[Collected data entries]
# # #

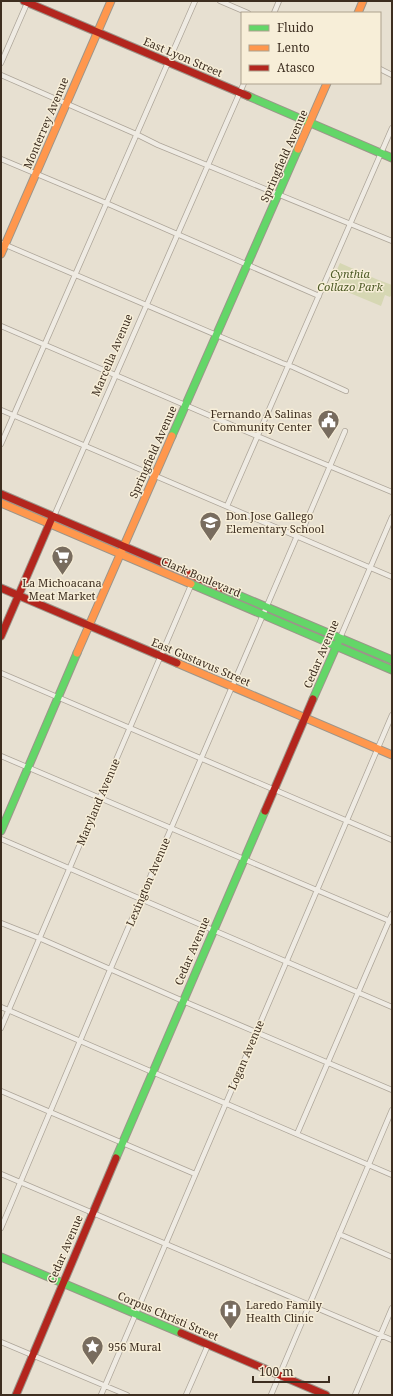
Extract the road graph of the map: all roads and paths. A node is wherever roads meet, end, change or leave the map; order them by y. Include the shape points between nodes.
1 (110, 1) edge
2 (195, 1) edge
3 (220, 1) edge
4 (279, 1) edge
5 (363, 1) edge
6 (26, 2) edge
7 (246, 12) edge
8 (274, 12) edge
9 (358, 12) edge
10 (97, 33) junction
11 (1, 63) edge
12 (168, 63) junction
13 (381, 70) edge
14 (1, 75) edge
15 (392, 75) edge
16 (244, 84) edge
17 (328, 84) edge
18 (239, 93) junction
19 (66, 104) junction
20 (310, 124) junction
21 (392, 128) edge
22 (136, 134) junction
23 (381, 154) junction
24 (392, 158) edge
25 (1, 159) edge
26 (207, 165) junction
27 (37, 174) junction
28 (279, 194) junction
29 (106, 202) junction
30 (350, 224) junction
31 (177, 233) junction
32 (392, 242) edge
33 (3, 244) edge
34 (1, 254) edge
35 (248, 264) junction
36 (75, 274) junction
37 (319, 296) junction
38 (146, 305) junction
39 (1, 326) edge
40 (216, 334) junction
41 (44, 345) junction
42 (288, 365) junction
43 (116, 375) junction
44 (346, 391) dead end
45 (186, 404) junction
46 (1, 410) edge
47 (14, 415) junction
48 (345, 431) dead end
49 (257, 436) junction
50 (1, 444) edge
51 (85, 446) junction
52 (330, 466) junction
53 (154, 475) junction
54 (392, 492) edge
55 (1, 494) edge
56 (1, 503) edge
57 (227, 506) junction
58 (54, 516) junction
59 (392, 517) edge
60 (49, 524) junction
61 (303, 529) dead end
62 (297, 536) junction
63 (123, 546) junction
64 (120, 554) junction
65 (370, 567) junction
66 (195, 576) junction
67 (392, 577) edge
68 (191, 584) junction
69 (1, 588) edge
70 (18, 595) junction
71 (267, 607) junction
72 (264, 615) junction
73 (89, 626) junction
74 (1, 636) edge
75 (340, 638) junction
76 (336, 646) junction
77 (160, 657) junction
78 (392, 660) edge
79 (392, 670) edge
80 (1, 673) edge
81 (232, 688) junction
82 (58, 698) junction
83 (392, 715) edge
84 (305, 718) junction
85 (129, 728) junction
86 (377, 749) junction
87 (392, 755) edge
88 (1, 756) edge
89 (202, 759) junction
90 (28, 768) junction
91 (274, 790) junction
92 (100, 798) junction
93 (347, 820) junction
94 (172, 828) junction
95 (1, 831) edge
96 (1, 839) edge
97 (392, 840) edge
98 (244, 859) junction
99 (69, 868) junction
100 (317, 890) junction
101 (141, 899) junction
102 (392, 914) edge
103 (390, 922) edge
104 (1, 923) edge
105 (213, 930) junction
106 (39, 938) junction
107 (286, 962) junction
108 (110, 970) junction
109 (358, 993) junction
110 (183, 1001) junction
111 (1, 1007) edge
112 (392, 1007) edge
113 (9, 1010) junction
114 (1, 1028) edge
115 (256, 1032) junction
116 (80, 1041) junction
117 (328, 1063) junction
118 (152, 1072) junction
119 (392, 1090) edge
120 (1, 1091) edge
121 (226, 1103) junction
122 (392, 1110) edge
123 (50, 1112) junction
124 (297, 1134) junction
125 (122, 1143) junction
126 (368, 1166) junction
127 (1, 1174) edge
128 (195, 1174) junction
129 (392, 1175) edge
130 (20, 1183) junction
131 (93, 1213) junction
132 (1, 1228) edge
133 (339, 1234) junction
134 (166, 1244) junction
135 (1, 1257) edge
136 (392, 1257) edge
137 (63, 1284) junction
138 (309, 1305) junction
139 (392, 1308) edge
140 (135, 1314) junction
141 (381, 1335) junction
142 (392, 1340) edge
143 (1, 1342) edge
144 (208, 1345) junction
145 (33, 1355) junction
146 (279, 1375) junction
147 (105, 1386) junction
148 (16, 1395) edge
149 (101, 1395) edge
150 (127, 1395) edge
151 (186, 1395) edge
152 (271, 1395) edge
153 (326, 1395) edge
154 (355, 1395) edge

1 - 10 main road, Monterrey Avenue
2 - 12 street
3 - 7 street
4 - 8 street
5 - 9 main road
6 - 10 main road, East Lyon Street
6 - 11 street
10 - 12 main road, East Lyon Street
10 - 19 main road, Monterrey Avenue
12 - 18 main road, East Lyon Street
12 - 22 street
13 - 15 street
14 - 19 street
16 - 18 street, Marcella Avenue
17 - 20 main road, Springfield Avenue
18 - 20 main road, East Lyon Street
18 - 26 street, Marcella Avenue
19 - 22 street
19 - 27 main road, Monterrey Avenue
20 - 23 main road, East Lyon Street
20 - 28 main road, Springfield Avenue
21 - 23 street
22 - 26 street
22 - 29 street
23 - 24 main road, East Lyon Street
23 - 30 street
25 - 27 street
26 - 28 street
26 - 31 street, Marcella Avenue
27 - 29 street
27 - 33 main road, Monterrey Avenue
28 - 30 street
28 - 35 main road, Springfield Avenue
29 - 31 street
29 - 36 street
30 - 32 street
30 - 37 street
31 - 35 street
31 - 38 street, Marcella Avenue
33 - 34 main road, Monterrey Avenue
33 - 36 street
35 - 37 street
35 - 40 main road, Springfield Avenue
36 - 38 street
36 - 41 street
37 - 42 street
38 - 40 street
38 - 43 street, Marcella Avenue
39 - 41 street
40 - 42 street
40 - 45 main road, Springfield Avenue
41 - 43 street
41 - 47 street
42 - 44 street
42 - 49 street
43 - 45 street
43 - 51 street, Marcella Avenue
45 - 49 street
45 - 53 main road, Springfield Avenue
46 - 47 street
47 - 50 street
47 - 51 street
48 - 52 street
49 - 52 street
49 - 57 street
51 - 53 street
51 - 58 street, Marcella Avenue
52 - 54 street
52 - 61 street
53 - 57 street
53 - 63 main road, Springfield Avenue
55 - 58 main road, Clark Boulevard
56 - 60 main road, Clark Boulevard
57 - 62 street
58 - 60 main road, Marcella Avenue
58 - 63 main road, Clark Boulevard
59 - 65 street, Cedar Avenue
60 - 64 main road, Clark Boulevard
60 - 70 main road, Marcella Avenue
62 - 65 street
62 - 71 street, Lexington Avenue
63 - 64 main road, Springfield Avenue
63 - 66 main road, Clark Boulevard
64 - 68 main road, Clark Boulevard
64 - 73 main road, Springfield Avenue
65 - 67 street
65 - 75 street, Cedar Avenue
66 - 68 street, Maryland Avenue
66 - 71 main road, Clark Boulevard
68 - 72 main road, Clark Boulevard
68 - 77 street, Maryland Avenue
69 - 70 main road, East Gustavus Street
70 - 73 main road, East Gustavus Street
70 - 74 main road, Marcella Avenue
71 - 72 street, Lexington Avenue
71 - 75 main road, Clark Boulevard
72 - 76 main road, Clark Boulevard
72 - 81 street, Lexington Avenue
73 - 77 main road, East Gustavus Street
73 - 82 main road, Springfield Avenue
75 - 76 main road, Cedar Avenue
75 - 78 main road, Clark Boulevard
76 - 79 main road, Clark Boulevard
76 - 84 main road, Cedar Avenue
77 - 81 main road, East Gustavus Street
77 - 85 street, Maryland Avenue
80 - 82 street
81 - 84 main road, East Gustavus Street
81 - 89 street, Lexington Avenue
82 - 85 street
82 - 90 main road, Springfield Avenue
83 - 86 street, Logan Avenue
84 - 86 main road, East Gustavus Street
84 - 91 main road, Cedar Avenue
85 - 89 street
85 - 92 street, Maryland Avenue
86 - 87 main road, East Gustavus Street
86 - 93 street, Logan Avenue
88 - 90 street
89 - 91 street
89 - 94 street, Lexington Avenue
90 - 92 street
90 - 95 main road, Springfield Avenue
91 - 93 street
91 - 98 main road, Cedar Avenue
92 - 94 street
92 - 99 street, Maryland Avenue
93 - 97 street
93 - 100 street, Logan Avenue
94 - 98 street
94 - 101 street, Lexington Avenue
96 - 99 street
98 - 100 street
98 - 105 main road, Cedar Avenue
99 - 101 street
99 - 106 street, Maryland Avenue
100 - 103 street
100 - 107 street, Logan Avenue
101 - 105 street
101 - 108 street, Lexington Avenue
102 - 103 street
103 - 109 street
104 - 106 street
105 - 107 street
105 - 110 main road, Cedar Avenue
106 - 108 street
106 - 113 street, Maryland Avenue
107 - 109 street
107 - 115 street, Logan Avenue
108 - 110 street
108 - 116 street, Lexington Avenue
109 - 112 street
109 - 117 street
110 - 115 street
110 - 118 main road, Cedar Avenue
111 - 113 street
113 - 114 street, Maryland Avenue
113 - 116 street
115 - 117 street
115 - 121 street, Logan Avenue
116 - 118 street
116 - 123 street, Lexington Avenue
117 - 119 street
117 - 124 street
118 - 121 street
118 - 125 main road, Cedar Avenue
120 - 123 street
121 - 124 street
121 - 128 street, Logan Avenue
122 - 126 street
123 - 125 street
123 - 130 street, Lexington Avenue
124 - 126 street
125 - 128 street
125 - 131 main road, Cedar Avenue
126 - 129 street
126 - 133 street
127 - 130 street
128 - 134 street, Logan Avenue
130 - 131 street
130 - 132 street, Lexington Avenue
131 - 134 street
131 - 137 main road, Cedar Avenue
133 - 136 street
133 - 138 street
134 - 138 street
134 - 140 street, Logan Avenue
135 - 137 main road, Corpus Christi Street
137 - 140 main road, Corpus Christi Street
137 - 145 main road, Cedar Avenue
138 - 141 street
138 - 146 street
139 - 141 street
140 - 144 main road, Corpus Christi Street
140 - 147 street, Logan Avenue
141 - 142 street
141 - 154 street
143 - 145 street
144 - 146 main road, Corpus Christi Street
144 - 151 street
145 - 147 street
145 - 148 main road, Cedar Avenue
146 - 152 street
146 - 153 main road, Corpus Christi Street
147 - 149 street, Logan Avenue
147 - 150 street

# # #

#### [ACTIVITY]
Go through the entries above and report how many lines hold the word "Maryland". Nothing but the number is needed.

#### [EXERCISE RESULT]
8